Justin has been a prolific writer in the business and investing arena. The original edition of When to Sell was first published in 1977 (Farrar, Straus & Giroux); it was updated (Third Edition) in 1999 and published by Fraser Publishing (www.fraserpublishing.com). When to Buy was published by Farrar, Straus & Giroux in 1982; a Second Edition was published in 2001 by Fraser. His personal favorite – because it is more philosophical in tone – is The Nature of Risk – Stock Market Survival &. The Meaning of Life (published in 1991 by Addison Wesley, and updated from the original publication by Fraser Publishing in 1999). A self-published (in 1995) collection of “Ten Sermons by a Non-Rabbi” includes a “Stock Market Sermon.”

Comments

  1. A superb book indeed, Chris, and one I frequently find myself recommending. Personally, I think 95 % of investors would be better off spending less time thinking about setups and more time thinking about exits and the management of existing positions.

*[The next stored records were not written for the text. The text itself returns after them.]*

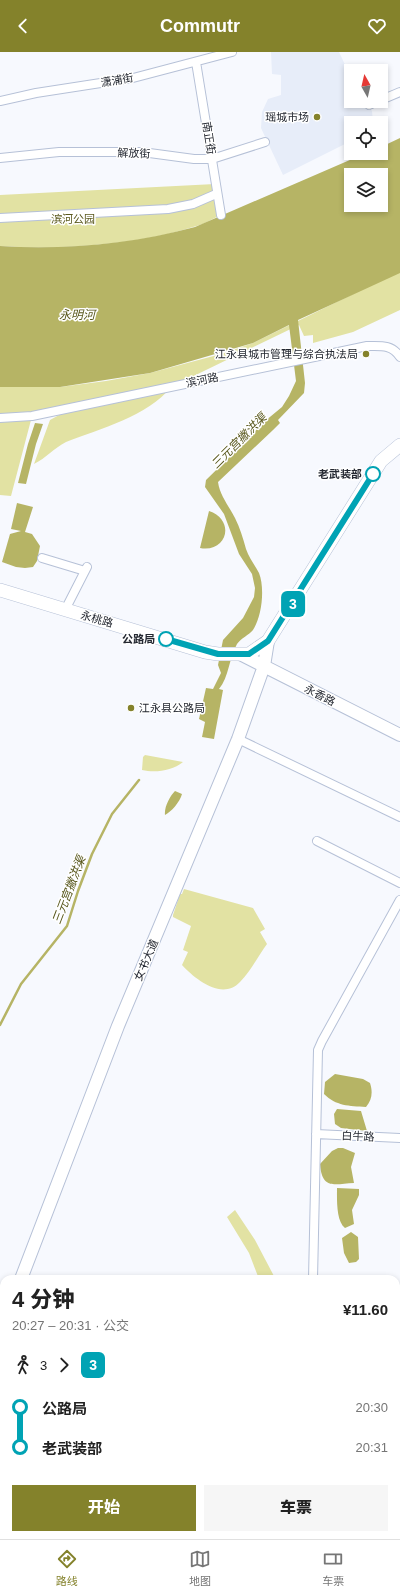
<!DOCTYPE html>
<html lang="zh">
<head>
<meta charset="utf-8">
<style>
	:root { --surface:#fff; --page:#f6f6f6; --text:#222; --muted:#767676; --line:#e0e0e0; --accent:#84822b }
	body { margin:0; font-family:Helvetica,"Noto Sans SC",sans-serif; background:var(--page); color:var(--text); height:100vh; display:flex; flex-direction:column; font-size:15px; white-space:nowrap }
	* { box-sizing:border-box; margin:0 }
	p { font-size:13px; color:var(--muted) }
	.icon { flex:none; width:22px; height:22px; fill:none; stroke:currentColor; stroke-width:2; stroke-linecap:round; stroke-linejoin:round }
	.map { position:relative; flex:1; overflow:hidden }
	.panel { position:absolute; left:0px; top:1223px; width:400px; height:264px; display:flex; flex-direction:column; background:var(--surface); border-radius:12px 12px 0 0; box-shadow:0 2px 6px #0003 }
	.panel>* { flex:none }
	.badge { padding:0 8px; border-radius:6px; font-size:14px; line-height:26px }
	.needle { width:26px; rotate:352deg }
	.fabs { position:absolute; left:344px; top:12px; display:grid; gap:8px }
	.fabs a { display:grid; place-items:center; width:44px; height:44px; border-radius:0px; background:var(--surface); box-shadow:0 2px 6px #0003; font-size:20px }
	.map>.badge { position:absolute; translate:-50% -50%; box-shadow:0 0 0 2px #fff }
	.legs { display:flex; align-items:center; gap:6px; height:44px; padding:0 12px; font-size:13px }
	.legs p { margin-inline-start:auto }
	.overview { display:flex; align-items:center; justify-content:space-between; height:68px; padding:0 12px }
	h1 { font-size:22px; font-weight:800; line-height:30px }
	.button { display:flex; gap:8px; margin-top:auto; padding:8px 12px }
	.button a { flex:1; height:46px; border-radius:0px; background:var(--accent); color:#fff; font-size:16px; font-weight:800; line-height:46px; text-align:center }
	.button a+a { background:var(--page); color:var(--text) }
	ul { padding:0 12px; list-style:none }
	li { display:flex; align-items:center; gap:14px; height:40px; font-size:15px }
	li i { display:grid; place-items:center; width:6px; height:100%; margin:0 5px; background:currentColor }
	li i::after { content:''; width:10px; height:10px; margin:-5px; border:3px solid; border-radius:50%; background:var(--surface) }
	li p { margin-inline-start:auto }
	li:first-child i { background:linear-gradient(#0000 50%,currentColor 0) }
	li:last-child i { background:linear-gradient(currentColor 50%,#0000 0) }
	header { display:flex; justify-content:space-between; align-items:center; height:52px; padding:0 12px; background:var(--accent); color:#fff; font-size:18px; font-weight:800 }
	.tabs { display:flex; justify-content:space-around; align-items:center; height:56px; border-top:1px solid var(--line); background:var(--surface); font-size:11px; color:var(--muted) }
	.tabs a { display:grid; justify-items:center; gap:2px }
	.tabs .active { color:var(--accent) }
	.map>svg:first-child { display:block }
</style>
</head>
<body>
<header><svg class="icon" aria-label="back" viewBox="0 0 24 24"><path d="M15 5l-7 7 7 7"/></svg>Commutr<svg class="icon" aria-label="heart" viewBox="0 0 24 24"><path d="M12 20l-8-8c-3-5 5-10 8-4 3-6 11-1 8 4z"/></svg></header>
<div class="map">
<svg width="400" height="1487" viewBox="0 0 400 1487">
	<rect width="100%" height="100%" fill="#f7f9fe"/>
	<path fill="#e7edf9" d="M 271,0 L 339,0 L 351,25 L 351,49 L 363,49 L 372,59 L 373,71 L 351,71 L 351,89 L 283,123 L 261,76 L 262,60 L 268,47 L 281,43 L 281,23 L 272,22 Z
		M 396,1455 L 400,1455 L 400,1487 L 131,1487 L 131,1483 L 396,1483 Z"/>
	<path fill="#e2e2a3" d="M 215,132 L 221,163 C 212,167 203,173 193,175 C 136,193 60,198 0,194 L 0,143 Z
		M 400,219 L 400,258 L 353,280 L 313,291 L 313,283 L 304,284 L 299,273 L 171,335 C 148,364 100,377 66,390 C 54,396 46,406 34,412 L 50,368 L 72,356 L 0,366 L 0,335 L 60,335 L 106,329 L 150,321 L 221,302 L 253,291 Z
		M 31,368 L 11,444 L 0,443 L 0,370 Z
		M 145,703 L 183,710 C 172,719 155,721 142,718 L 143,705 Z
		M 184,837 L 253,856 L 265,877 L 260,880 L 267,892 C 258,904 251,919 240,930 C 222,949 195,927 182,913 L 188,900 L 183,898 L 191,874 L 173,865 L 173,863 L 180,842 L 182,842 Z
		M 235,1158 L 255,1188 L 275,1226 L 278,1227 L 259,1227 L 249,1201 L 227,1165 Z"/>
	<path fill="#b6b465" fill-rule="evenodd" d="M 400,86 L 400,221 L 298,268 L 305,331 L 304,341 L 278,368 L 280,371 L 273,378 L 218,430 C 220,444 229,454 235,466 C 240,476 243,486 246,497 C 249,506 255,513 259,521 C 265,536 262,564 253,578 C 249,583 241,586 237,592 C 229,606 229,625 219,637 L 223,638 L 214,687 L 202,685 L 205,670 L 199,667 L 206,636 L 213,637 L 221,621 L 218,613 L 223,588 L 243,566 L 254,545 L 255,536 L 252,522 L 239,502 L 224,462 L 205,435 L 206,428 L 253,382 L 259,374 L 282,355 L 289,344 L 296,329 L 289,273 L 253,291 L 150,321 L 60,335 L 0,335 L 0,194 C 65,198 132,192 195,175 L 366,101 L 381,101 L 381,95 ZM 351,123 L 381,123 L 381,153 L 351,153 Z
		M 35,371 L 43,372 L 36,392 L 26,432 L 18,431 L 28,392 Z
		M 17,451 L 33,455 L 25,480 L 32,482 L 40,494 L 37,509 L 33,515 L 25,516 L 16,515 L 2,510 L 10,482 L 21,479 L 11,477 Z
		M 209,459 C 236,468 227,501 200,496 Z
		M 175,739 L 182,742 C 180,750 171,760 165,763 C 164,755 170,744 175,739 Z
		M 335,1022 L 363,1027 L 370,1031 C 373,1040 372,1048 366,1055 C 349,1054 336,1054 324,1042 L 325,1030 Z
		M 337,1057 L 361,1059 L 367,1079 L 341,1076 L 335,1072 L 334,1062 Z
		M 338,1096 L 343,1096 L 355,1101 L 351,1115 L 354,1131 C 334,1132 322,1138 320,1112 L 332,1099 Z
		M 337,1136 L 359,1137 L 359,1143 L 352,1158 L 354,1172 L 345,1176 C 336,1169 337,1147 337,1136 Z
		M 351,1180 L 358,1185 L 359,1207 L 356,1210 L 349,1211 L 344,1201 L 342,1186 Z"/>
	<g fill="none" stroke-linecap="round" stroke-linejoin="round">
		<path stroke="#b6b465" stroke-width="2.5" d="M 0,973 L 21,932 L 67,874 L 78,839 L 92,802 L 112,762 L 139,728"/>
		<defs>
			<path id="street" d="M 196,10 L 221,163
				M 381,48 L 400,40
				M 0,49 L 36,41 L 133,26 L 232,0
				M 369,53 L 378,49
				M 0,106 L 59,100 L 142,100 L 194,107 L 212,107 L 265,90
				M 0,166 L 168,157 L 193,152 L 216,142
				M 0,366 L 32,364 L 367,294 C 380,294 392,292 400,305
				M 42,506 L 85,519
				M 65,558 L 87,515
				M 238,687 L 400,765
				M 317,789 L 400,831
				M 316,1082 L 400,1086
				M 313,1227 L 318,998 L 322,989 L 400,848
				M 310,1483 L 311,1487"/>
			<path id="secondary" d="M 240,602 L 400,683
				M 21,1227 L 118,974 L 238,687 L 264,614 L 268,589
				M 0,1282 L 4,1271
				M 131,1483 L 131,1487"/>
			<path id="primary" d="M 0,538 L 205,600 L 218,602 L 249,602 L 268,589 L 381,409 L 400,393
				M 0,1454 L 4,1454
				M 396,1455 L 400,1455
				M 0,1486 L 102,1487"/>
		</defs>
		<use href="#street" stroke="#b6c1d7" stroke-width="10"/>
		<use href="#secondary" stroke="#b6c1d7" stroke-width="14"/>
		<use href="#primary" stroke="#b6c1d7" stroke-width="14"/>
		<use href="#street" stroke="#fff" stroke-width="8"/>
		<use href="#secondary" stroke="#fff" stroke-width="12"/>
		<use href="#primary" stroke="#fff" stroke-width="13"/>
	</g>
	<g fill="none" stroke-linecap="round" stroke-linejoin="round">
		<defs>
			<path id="line-1" d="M 166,587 L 218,602 L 249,602 L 268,589 L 373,422"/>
		</defs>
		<use href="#line-1" stroke="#fff" stroke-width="9"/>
		<use href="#line-1" stroke="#00a3b4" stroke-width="6"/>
	</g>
	<g fill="#84822b" stroke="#fff" stroke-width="1.5">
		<circle cx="317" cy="65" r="4"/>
		<circle cx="366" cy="302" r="4"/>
		<circle cx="131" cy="656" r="4"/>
	</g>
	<g fill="#fff" stroke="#00a3b4" stroke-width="2">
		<circle cx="373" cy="422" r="7"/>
		<circle cx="166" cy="587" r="7"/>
	</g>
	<g text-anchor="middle" stroke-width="3" stroke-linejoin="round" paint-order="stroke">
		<g font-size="11" fill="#242831" stroke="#fff">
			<text transform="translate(117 28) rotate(-10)" y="4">潇浦街</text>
			<text transform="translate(209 86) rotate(81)" y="4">南正街</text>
			<text transform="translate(134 101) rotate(2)" y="4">解放街</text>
			<text transform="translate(202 328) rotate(-12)" y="4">滨河路</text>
			<text transform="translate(97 567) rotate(16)" y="4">永桃路</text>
			<text transform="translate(320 643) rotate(27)" y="4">永香路</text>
			<text transform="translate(146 908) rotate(-67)" y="4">女书大道</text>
			<text transform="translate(358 1084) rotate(3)" y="4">白牛路</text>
		</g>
		<g font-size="11" fill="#242831" stroke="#fff" text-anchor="end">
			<text x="309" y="69">瑶城市场</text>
			<text x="358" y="306">江永县城市管理与综合执法局</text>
			<text x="139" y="660" text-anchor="start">江永县公路局</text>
		</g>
		<g font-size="11" fill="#5a581e" stroke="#fff">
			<text x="73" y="171">滨河公园</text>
		</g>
		<g font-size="11" font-weight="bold" fill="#242831" stroke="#fff" text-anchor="end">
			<text x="362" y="426">老武装部</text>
			<text x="155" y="591">公路局</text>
		</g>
		<g font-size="12" font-style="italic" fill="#58571c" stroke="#fff">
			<text x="77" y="267">永明河</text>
			<text transform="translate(239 389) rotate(-45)" y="4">三元宫撇洪渠</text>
			<text transform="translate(69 838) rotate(-69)" y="4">三元宫撇洪渠</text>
		</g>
	</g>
</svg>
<div class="fabs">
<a><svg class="needle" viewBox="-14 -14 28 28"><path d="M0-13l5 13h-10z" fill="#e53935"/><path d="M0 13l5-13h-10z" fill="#767676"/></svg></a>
<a><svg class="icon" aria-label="locate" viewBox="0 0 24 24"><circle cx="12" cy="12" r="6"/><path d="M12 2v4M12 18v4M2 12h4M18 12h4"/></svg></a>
<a><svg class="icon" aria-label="layers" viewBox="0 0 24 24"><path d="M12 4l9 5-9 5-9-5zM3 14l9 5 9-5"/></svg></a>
</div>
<b class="badge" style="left:293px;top:552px;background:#00a3b4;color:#fff">3</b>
<section class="panel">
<div class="overview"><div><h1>4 分钟</h1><p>20:27 – 20:31 · 公交</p></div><b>¥11.60</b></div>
<div class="legs"><svg class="icon" aria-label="walk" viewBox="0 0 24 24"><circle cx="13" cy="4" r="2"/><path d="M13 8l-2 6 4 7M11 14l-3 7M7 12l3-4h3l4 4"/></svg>3<svg class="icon" aria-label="forward" viewBox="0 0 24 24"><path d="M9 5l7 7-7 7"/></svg><b class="badge" style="background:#00a3b4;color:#fff">3</b></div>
<ul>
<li><i style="color:#00a3b4"></i><b>公路局</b><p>20:30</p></li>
<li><i style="color:#00a3b4"></i><b>老武装部</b><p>20:31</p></li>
</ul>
<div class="button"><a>开始</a><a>车票</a></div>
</section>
</div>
<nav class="tabs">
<a class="active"><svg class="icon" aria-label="directions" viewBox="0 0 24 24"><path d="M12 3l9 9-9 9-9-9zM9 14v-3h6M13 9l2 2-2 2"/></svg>路线</a>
<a><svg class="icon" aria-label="map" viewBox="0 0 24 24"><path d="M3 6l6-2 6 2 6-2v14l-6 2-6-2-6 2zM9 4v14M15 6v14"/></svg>地图</a>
<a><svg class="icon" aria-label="tickets" viewBox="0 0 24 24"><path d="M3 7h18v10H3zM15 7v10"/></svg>车票</a>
</nav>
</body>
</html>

    Each month I find more and more on this site that I enjoy. Keep up the good work!

    -Bill

  2. Bill,
    Thank you and I agree 100%. Too many books and too many investors focus on buying the “right” stock at the “right” time. That’s the easy part. Selling is where most people destroy their chances of ever making it consistently.

    It was an excellent book!

  3. Still a favorite as well…I met him once on the Raritan Valley line train (he got off in Plainfield) and I was a young pup reading “Technical Analysis of Stock Trends”; 1985 and heading towards Somerville, NJ. He drew his charts by hand.

  4. Thanks for sharing this Chris , I’ll have to pick up a copy. Now if I can only get through the handful of books piling up around me!

    Agree, selling is much more difficult than buying and its a question I get often. For me, I look for certain technical requirements that may indicate a sell signal such as diminishing buy volume, hitting the top of a trend, a high volume reversal but it really is more art than science on the sell side. You can be somewhat mechanical on your entries, but on your exits I think it’s a mistake.

  5. I have never read or heard of this book, but it looks like a very interesting book. I like the point that real possibilities must be separated from simple hopes.

  6. L. Thompson says:

    Gosh Chris,
    At times you be da’ sphinx, bebe!
    L.

  7. Hey Chris I may have missed it but much of what is written as you say is 5 yrs ago.I have read “Financial Armagedon” that is a bit extreme but i beleve VERY real. Unfortunately so many authors lack describing good safe places to invest. So what is the best book(s) that show how we can FIND a financial advisor who understands with ALL the corruption,greed,theft,pork belly & out of control spending by Gov’t we are on our way as General David Walker Head U.S. Comptroller says, a financial cliff. Also books that say specifically how to SAFELY invest our money and perhaps a country that is a “safe” haven to invest in. Or worst case, a better place to move too during a depression? At 52yrs I’ve seen my net worth go from 1.2mil to only 500k can’t find a career or business to get into. And I need an Advisor/Consultants place to invest my money so I have something coming in. Thanks Kelly in Mpls,Mn

  8. Kelly,
    You say:
    “I’ve seen my net worth go from 1.2mil to only 500k can’t find a career or business to get into.”

    This is going to be harsh but I am going to have to tell you to look in the mirror and take FULL responsibility for the loss in your account. As for the job, gain further education and look for a new career or start a business and control your own destiny.

    My net worth, income and opportunities have all grown over the past 5 years so what you say only applies to those that believe so negatively. We all create our own destiny. Blame is a loser’s game. I can’t recommend an advisor because I invest my own money because I don’t trust others.

    This may sound harsh but it the truth. Wake up and change course and create your own opportunities for your investments, your career and you outlook in general. We are what we think and DO! If you think negative and plan for the negative, negative things will happen.